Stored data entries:
>>

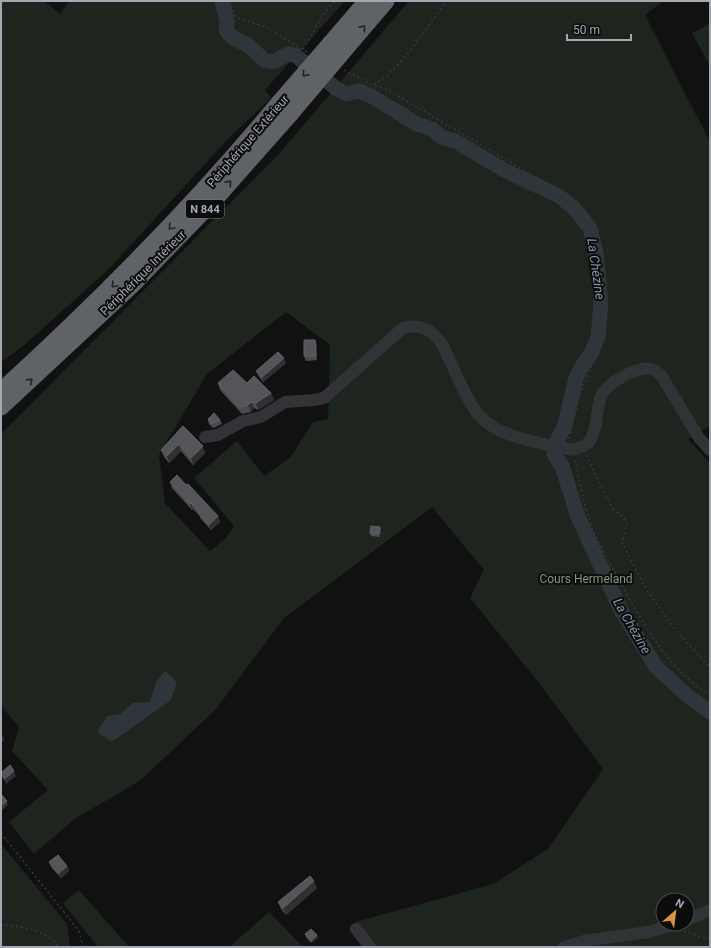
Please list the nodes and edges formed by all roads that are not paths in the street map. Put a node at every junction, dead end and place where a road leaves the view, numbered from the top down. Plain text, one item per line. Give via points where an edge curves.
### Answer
1 (367, 1) edge
2 (386, 1) edge
3 (336, 56) junction
4 (286, 108) junction
5 (47, 349) junction
6 (1, 374) edge
7 (1, 391) edge
8 (1, 408) edge
9 (205, 437) dead end
10 (710, 450) edge
11 (710, 910) edge
12 (695, 917) edge
13 (356, 929) dead end
14 (655, 930) edge
15 (370, 947) edge
16 (564, 947) edge

1 - 3 highway, N 844
3 -> 2 highway, Périphérique Intérieur / N 844
3 - 4 highway, Périphérique Intérieur / N 844, bridge
4 -> 5 highway, Périphérique Extérieur / N 844 via 110,290
8 -> 4 highway, Périphérique Intérieur / N 844 via 136,281 215,198
5 - 6 highway via 37,348
5 - 7 highway, Périphérique Extérieur / N 844
9 - 10 street via 218,435 242,421 260,417 285,402 324,398 403,328 415,325 426,328 436,336 476,411 507,434 574,448 591,439 601,396 609,387 623,376 642,369 652,369 661,375 699,438
11 - 12 street
13 - 15 street
14 - 16 street via 584,941

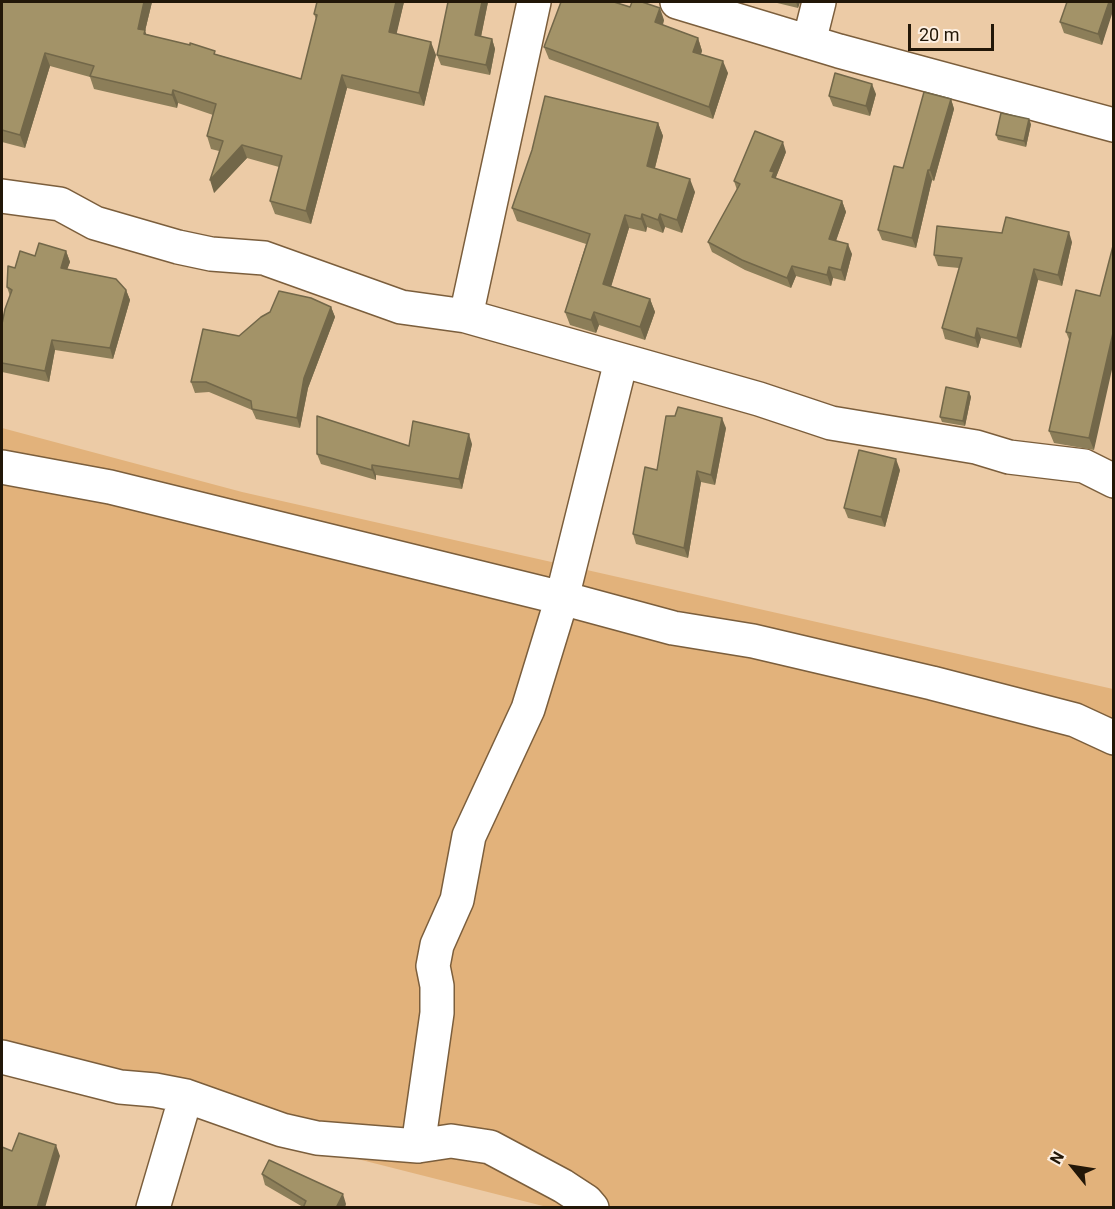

<<

- [Exercise description] Without the pictures, give back every record precisely as shown.

- [Written solution]
Please list the nodes and edges formed by all roads that are not paths in the street map. Put a node at every junction, dead end and place where a road leaves the view, numbered from the top down. Plain text, one item per line. Give via points where an edge curves.
### Answer
1 (367, 1) edge
2 (386, 1) edge
3 (336, 56) junction
4 (286, 108) junction
5 (47, 349) junction
6 (1, 374) edge
7 (1, 391) edge
8 (1, 408) edge
9 (205, 437) dead end
10 (710, 450) edge
11 (710, 910) edge
12 (695, 917) edge
13 (356, 929) dead end
14 (655, 930) edge
15 (370, 947) edge
16 (564, 947) edge

1 - 3 highway, N 844
3 -> 2 highway, Périphérique Intérieur / N 844
3 - 4 highway, Périphérique Intérieur / N 844, bridge
4 -> 5 highway, Périphérique Extérieur / N 844 via 110,290
8 -> 4 highway, Périphérique Intérieur / N 844 via 136,281 215,198
5 - 6 highway via 37,348
5 - 7 highway, Périphérique Extérieur / N 844
9 - 10 street via 218,435 242,421 260,417 285,402 324,398 403,328 415,325 426,328 436,336 476,411 507,434 574,448 591,439 601,396 609,387 623,376 642,369 652,369 661,375 699,438
11 - 12 street
13 - 15 street
14 - 16 street via 584,941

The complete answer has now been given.